TABLOIDBINTANG.COM - lKubu Sarwendah merasa kecewa setelah Ruben Onsu mengajukan gugatan hak asuh anak ke Pengadilan Negeri Jakarta Selatan pada 30 Juni 2026. Kekecewaan itu muncul karena kedua pihak sebelumnya telah sepakat untuk bertemu pada 11 Juli 2026 guna membahas persoalan tersebut secara langsung.
Melalui kuasa hukumnya, Chris Sam Siwu, Sarwendah menilai langkah hukum Ruben dilakukan sebelum upaya penyelesaian secara kekeluargaan benar-benar dijalankan.

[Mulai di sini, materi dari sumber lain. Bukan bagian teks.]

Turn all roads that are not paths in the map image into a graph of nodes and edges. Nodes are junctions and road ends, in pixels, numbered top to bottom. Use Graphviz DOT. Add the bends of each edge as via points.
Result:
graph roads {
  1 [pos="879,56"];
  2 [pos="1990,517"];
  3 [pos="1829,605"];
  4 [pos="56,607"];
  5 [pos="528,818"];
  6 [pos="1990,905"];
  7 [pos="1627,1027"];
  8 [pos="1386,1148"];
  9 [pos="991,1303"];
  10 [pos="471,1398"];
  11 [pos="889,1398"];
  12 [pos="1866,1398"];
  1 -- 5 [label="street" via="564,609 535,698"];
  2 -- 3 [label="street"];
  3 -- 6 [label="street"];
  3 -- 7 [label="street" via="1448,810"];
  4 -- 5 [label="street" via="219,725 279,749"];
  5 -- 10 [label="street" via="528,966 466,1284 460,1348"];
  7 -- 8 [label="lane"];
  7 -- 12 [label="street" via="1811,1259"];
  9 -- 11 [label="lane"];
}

“Kami sebenarnya kecewa. Seharusnya kan ketemu tanggal 11 Juli. Tapi ini belum terlaksana sudah mengajukan gugatan,” imbuhnya.
Chris menjelaskan, sejak awal Sarwendah berharap persoalan hak asuh anak dapat diselesaikan melalui dialog. Namun, pengajuan gugatan sebelum jadwal pertemuan dinilai membuat situasi menjadi membingungkan.
“Kami menghormati keputusan pihak RO sebenarnya. Tapi, menurut kami, ini lucu saja. Logikanya di mana? Ya, seharusnya kan kita duduk bareng dulu pada 11 Juli 2026. Tapi belum juga bertemu kok sudah ada gugatan saja?” tuturnya.
Meski demikian, Chris memastikan komunikasi antara kedua belah pihak belum sepenuhnya terputus. Ia menyebut peluang untuk membahas persoalan tersebut masih terbuka dalam agenda mediasi yang dijadwalkan berlangsung pada 15 Juli 2026.
Di sisi lain, tanggapan atas kekecewaan Sarwendah datang dari kuasa hukum Ruben Onsu, Minola Sebayang. Melalui unggahan di Instagram, ia menyindir pernyataan kubu Sarwendah yang dinilainya tidak konsisten.
“Katanya, gugatan hak asuh anak yang diajukan Ruben sudah lama ditunggu. Tapi kenapa saat gugatan diajukan malah kecewa? Ini bagaimana ya, saya jadi bingung? Jadi bingung sebenarnya ditunggu atau kecewa?” sindir Minola.